Dan benar saja, bayangan ketakutan mereka (para pejabat nakal) yang pro status quo itu menjadi kenyataan. Rizal Ramli “mengubrak-abrik” sejumlah kebijakan yang jauh-jauh hari telah direncanakan karena dianggap sangat berpeluang memunculkan kerugian bagi bangsa dan negara. Tahu kan apa-apa saja yang telah “diubrak-abrik” oleh Rizal Ramli dengan jurus “Rajawali Ngepret dan Rajawali Bangkitnya”?!?
Ya, salah satunya adalah mengepret RJ Lino selaku Dirut Pelindo II. Dan karena dikepret, RJ Lino bukannya buru-buru mengoreksi diri, tetapi malah dengan arogannya melawan dan bahkan menolak ide dan pola pembenahan dwelling time dari Rizal Ramli.
Dapat dibayangkan, andai saja RJ Lino belum menjadi tersangka atas masalah dugaan kasus korupsi di Pelindo II, maka boleh jadi pola pembenahan dwelling time yang dibangun Rizal Ramli hingga saat ini belum mencapai seperti yang diharapkan.
Tapi sudahlah, masalah RJ Lino kini menjadi urusan KPK dan penegak hukum lainnya. Yang terpenting saat ini adalah cita-cita atau keinginan Presiden Jokowi yang sangat menghendaki dwelling time agar dapat dipangkas menjadi 4,7 hari akhirnya dapat tercapai berkat langkah-langkah dan terobosan Rizal Ramli sang “Rajawali Bangkit” tersebut.
Malah dengan kepiawaian Rizal Ramli sebagai Menko Kemaritiman bersama tim kerja dan pihak-pihak yang terlibat di dalamnya bahkan kini mampu membuat dwelling time menjadi 3,46 hari. Dan ini melampaui target yang telah dipatok sebelumnya oleh Presiden Jokowi, yakni 4,7 hari.
Seperti yang dikabarkan, bahwa berdasarkan pemantauan Kemenko Maritim dan Sumberdaya (05/02) melalui Dashboard Online Sistem Informasi, angka Dwelling Time Tanjung Priok telah mencapai 3.46 hari, lebih rendah dari target yang ditetapkan Presiden yaitu 4,7 hari.
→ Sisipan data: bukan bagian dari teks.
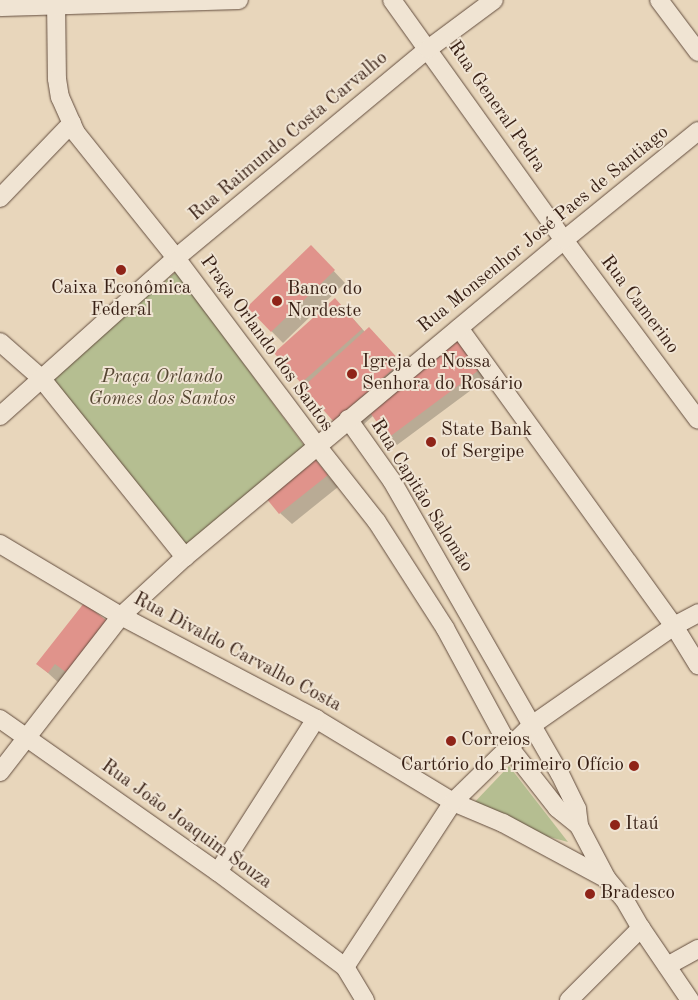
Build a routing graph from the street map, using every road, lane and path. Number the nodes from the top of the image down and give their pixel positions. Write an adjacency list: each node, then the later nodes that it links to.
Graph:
1 (239, 0): 5 (street)
2 (392, 0): 7 (street, Rua General Pedra)
3 (494, 0): 7 (street, Rua Raimundo Costa Carvalho)
4 (659, 0): 8 (street)
5 (56, 3): 6 (street); 9 (street)
6 (0, 7)
7 (428, 49): 12 (street, Rua General Pedra); 13 (street, Rua Raimundo Costa Carvalho)
8 (698, 52)
9 (72, 123): 11 (street); 13 (street)
10 (698, 131): 12 (street, Rua Monsenhor José Paes de Santiago)
11 (0, 198)
12 (564, 240): 14 (street, Rua Monsenhor José Paes de Santiago); 19 (street, Rua Camerino)
13 (176, 258): 16 (street, Praça Orlando dos Santos); 20 (street, Praça Orlando dos Santos)
14 (459, 328): 18 (street, Rua Monsenhor José Paes de Santiago); 25 (street)
15 (0, 342): 16 (street)
16 (41, 378): 17 (street, Praça Orlando dos Santos); 22 (street)
17 (0, 416)
18 (348, 420): 20 (street, Rua Capitão Salomão); 29 (street, Rua Capitão Salomão)
19 (698, 420)
20 (318, 447): 22 (street, Praça Orlando dos Santos); 31 (street, Rua Capitão Salomão)
21 (0, 544): 24 (street, Rua Divaldo Carvalho Costa)
22 (186, 556): 24 (street, Praça Orlando dos Santos)
23 (698, 613): 25 (street)
24 (121, 616): 28 (street, Rua Divaldo Carvalho Costa); 30 (street, Praça Orlando dos Santos)
25 (674, 626): 26 (street); 29 (street)
26 (698, 665)
27 (0, 719): 30 (street, Rua João Joaquim Souza)
28 (316, 719): 33 (street, Rua Divaldo Carvalho Costa); 35 (street)
29 (532, 725): 31 (street); 34 (street, Rua Capitão Salomão)
30 (27, 738): 32 (street, Praça Orlando dos Santos); 35 (street, Rua João Joaquim Souza)
31 (510, 748): 33 (street); 34 (street, Rua Capitão Salomão)
32 (0, 772)
33 (453, 802): 36 (street, Rua Divaldo Carvalho Costa); 40 (street)
34 (579, 826): 36 (street, Rua Capitão Salomão)
35 (218, 872): 40 (street, Rua João Joaquim Souza)
36 (607, 879): 37 (street, Rua Capitão Salomão)
37 (641, 928): 39 (street, Rua Capitão Salomão); 42 (street)
38 (698, 949): 39 (street)
39 (667, 966): 43 (street, Rua Capitão Salomão)
40 (345, 967): 41 (street)
41 (365, 1000)
42 (569, 1000)
43 (690, 1000)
Dan hal itu tentu saja merupakan sebuah capaian positif pelabuhan petikemas terbesar di Indonesia tersebut, sekaligus ini menandakan adanya peningkatan performa logistik nasional, yang pada akhirnya akan meningkatkan daya saing Indonesia.
Program lain seiring upaya penurunan angka Dwelling Time di atas adalah pembukaan jalur Kereta Petikemas Pelabuhan Tanjung Priok-Cikarang Dry Port. Deputi II Kemenko Maritim dan Sumberdaya, Agung Kuswandono, menyampaikan bahwa ujicoba KA petikemas Priok-Cikarang akan dilakukan pada Februari tahun ini. PT. Kereta Api Indonesia melalui anak usahanya yakni PT. Kereta Api Logistik, Pelindo II dan Cikarang Dry Port (CDP) dikabarkan tengah dalam pembicaraan akhir mengenai pembagian porsi usaha.